Since our return to the upper Willamette Valley a year ago, we've been searching for a new church "home."
We've attended all the mainline denominations in a 15 mile radius. And, what we've found in each is the same story: reduced attendance to the point that several seemed about to close.
We've been to a nearby United Methodist church. The sanctuary built to accommodate about 300 people, but at our visit, had attendance of less than 50. The church was built on a whole block for future growth. The main building had a wing for classrooms and offices plus a full basement. Obviously planned for what appeared to be a future increase in membership. Growth that hasn't materialized. Presbyterian, Lutheran or similar faiths. All.
Some other mainline houses of worship we visited weren't even meeting in their sanctuaries, opting for classrooms or cafeterias. Smaller meeting areas for smaller attendance, cheaper upkeep and lower utility bills.
It's no secret many mainline churches have been seeing reduced membership for several years. Some have closed.
There are several basic factors here. One is the next several generations doesn't seem attracted to either religion as a whole or the strictures associated with traditional worship. Another is the rise of what could be called "modern thinking" churches with sanctuaries built more like concert arenas. They often have small bands. They encourage informality of dress and demeanor. Some would say there's a more "entertainment-like" factor involved with less reliance on traditional religious services.
Whatever the case, church attendance is way down from the '50's and '60's. So, too, are the necessary financial underpinnings. Some churches even rent space during the week for outside events just to keep support the budget. And keep the lights on.
Look around mainline church congregations today and you'll find lots of gray hair. We haven't been to one recently where the average age was less than the late '60's or early '70's. In a few years, we'll be gone. What then?
Seminaries that turn out ministers for these traditional churches are obviously feeling the cutback.

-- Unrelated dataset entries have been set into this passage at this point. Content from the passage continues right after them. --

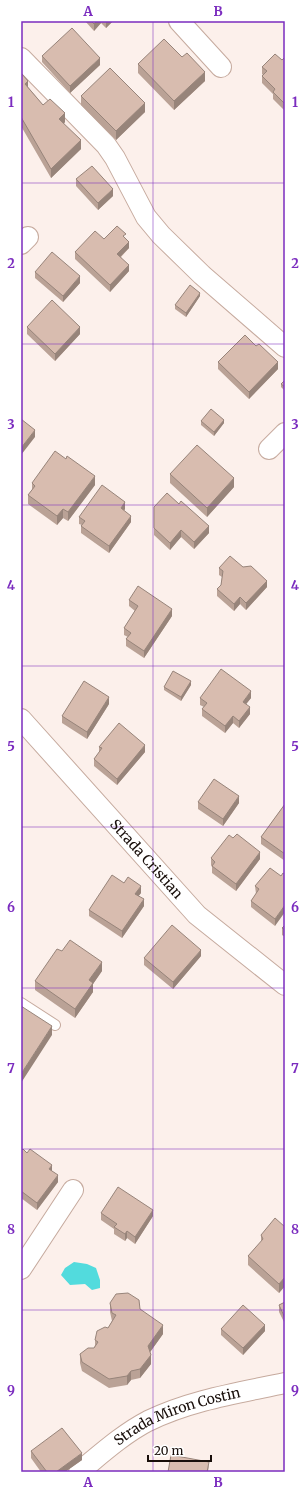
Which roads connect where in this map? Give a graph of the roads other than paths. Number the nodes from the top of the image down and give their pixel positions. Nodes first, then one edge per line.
1 (178, 21) edge
2 (21, 58) edge
3 (221, 67) dead end
4 (285, 347) edge
5 (285, 433) edge
6 (268, 449) dead end
7 (21, 719) edge
8 (285, 985) edge
9 (21, 1003) edge
10 (55, 1025) dead end
11 (73, 1190) dead end
12 (21, 1269) edge
13 (285, 1383) edge
14 (79, 1472) edge

1 - 3 street
2 - 4 street
5 - 6 street
7 - 8 street, Strada Cristian
9 - 10 lane
11 - 12 street
13 - 14 street, Strada Miron Costin

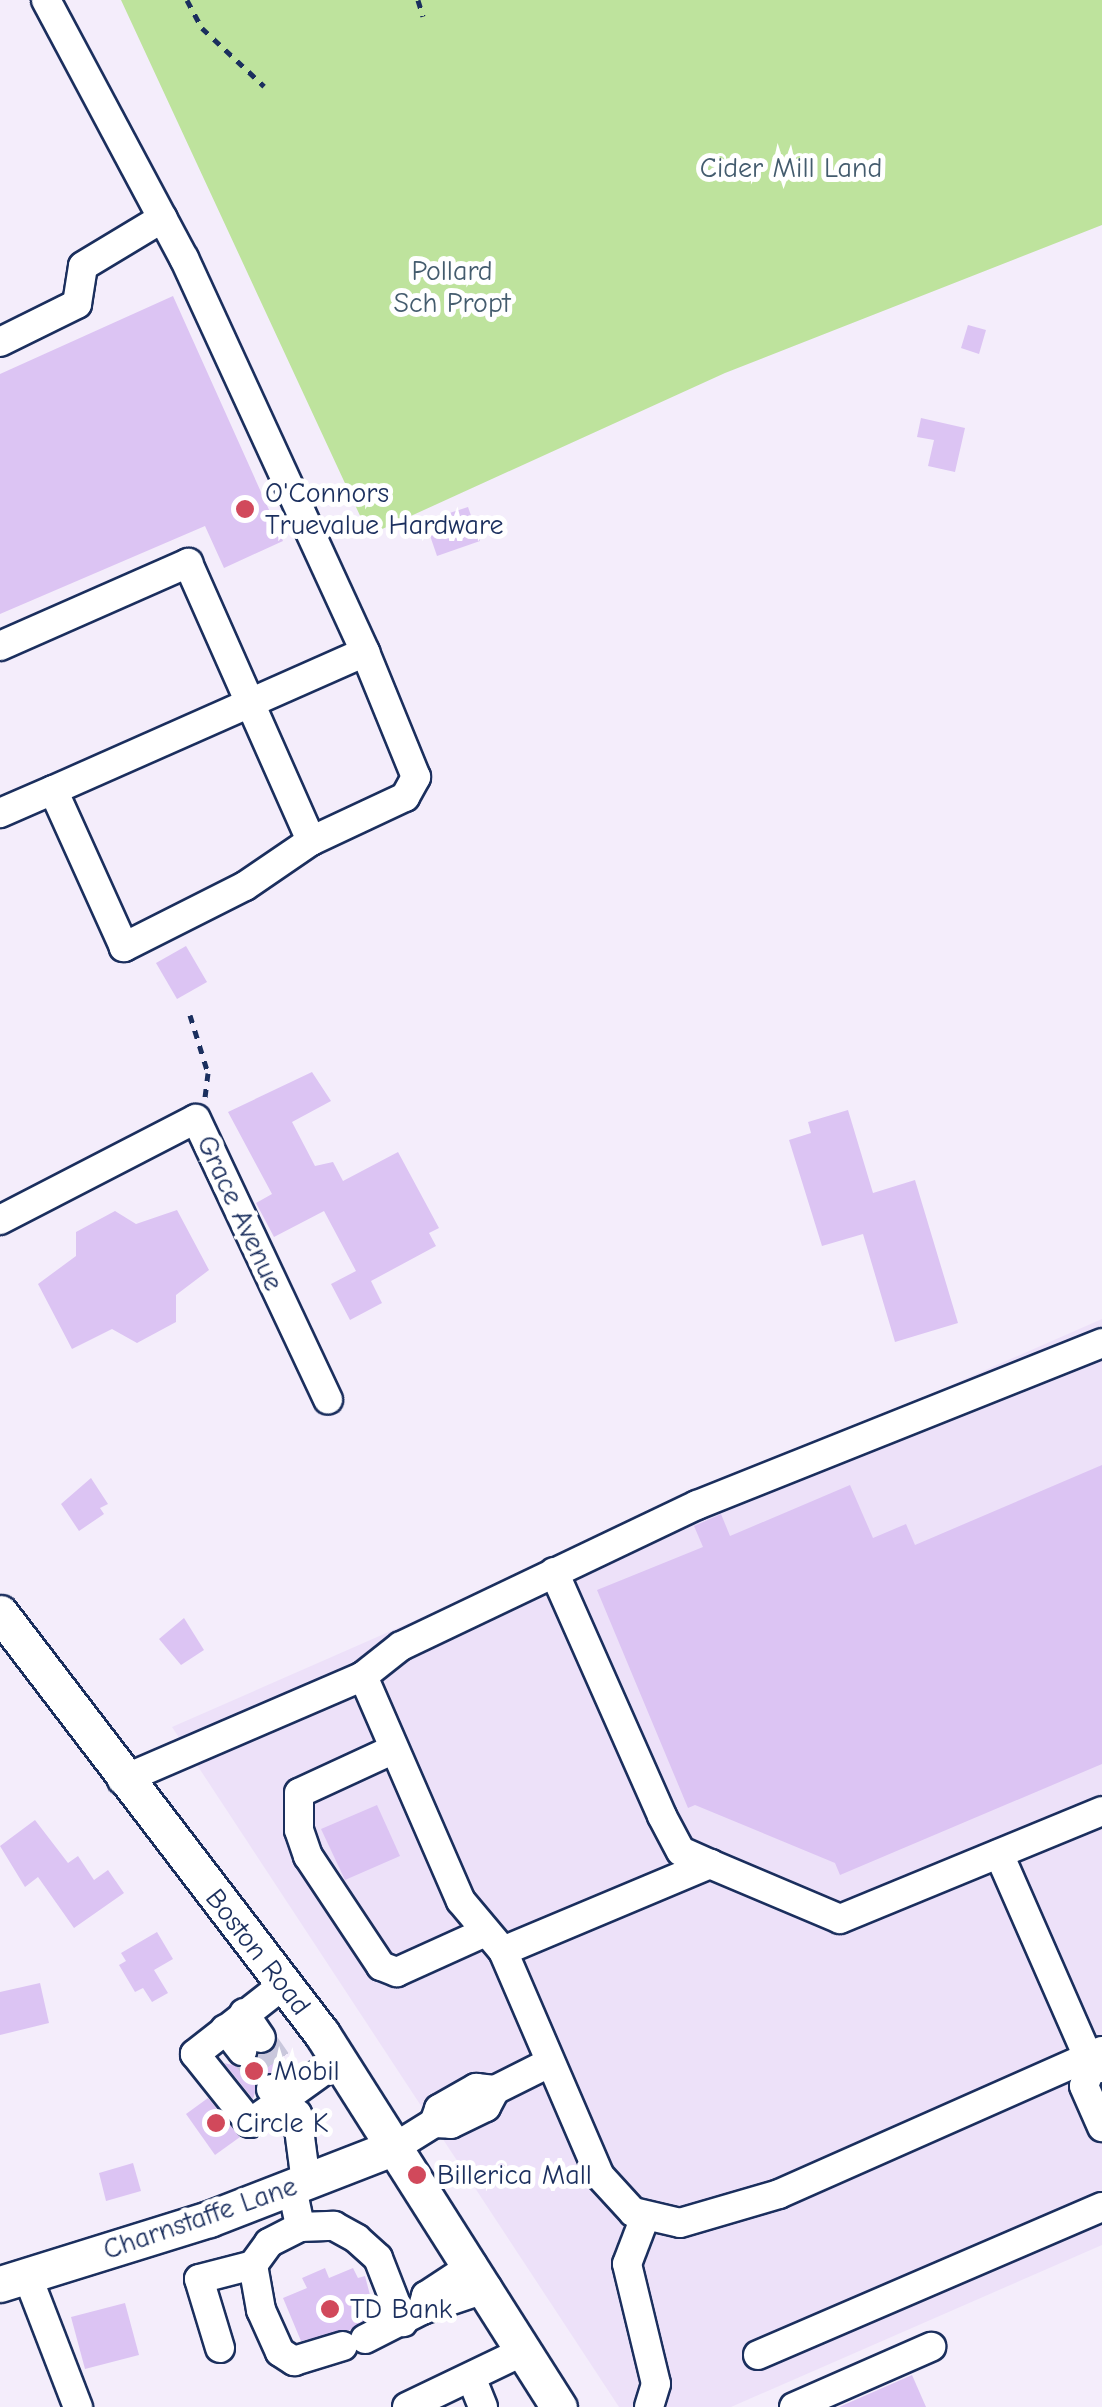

These same churches with declining congregations got hit a couple years ago with a real hammer: COVID. Many scrambled to serve their home-bound congregants needs in a new way: television. Some were limited with a one-set camera shot. Some turned to TV techs for more professional setups with several cameras and more than one voice pickup.
Now, some of those same churches are faced with fewer folks in the pews and more at home, wearing pajamas and sitting in their favorite recliners. They like it. Such folks are hard to measure for attendance purposes. Or, continued giving in some cases. But, it seems, a goodly number of those at home won't be returning to the sanctuary. At least for awhile.
Some of the new, more "freestyle" movements have also drawn folks from traditional churches. Some even advertise "We've got answers to all your questions." Editors note: Not hardly.
Our society is experiencing momentous changes in nearly everything. It's been going on for sometime but COVID served to speed things up a bit. Everything from the way we buy cars to how we shop to the way we bank and pay our bills. And how we worship.
All of this I-Net stuff, Amazon and similar outfits, have lured millions of shoppers "online." "Buy today. Delivered tomorrow."
Sorry, but none of that works for me. I have to drive the car. Gotta feel the shirt material. Gotta touch the sheets. Want to go face-to-face with a salesman. Got to try on the pants. Have to attend to worship with others. Feel their closeness. Join their voices to sing the hymns.
Us older folks are still shopping at the mall or downtown. We're still buying cars and other goods from local retailers we know. Our health care is face-to-face local. We still sit in the same pews to worship.
I'm not "down" for all that new stuff. We'll still be doing things the way we've always done. Our choice.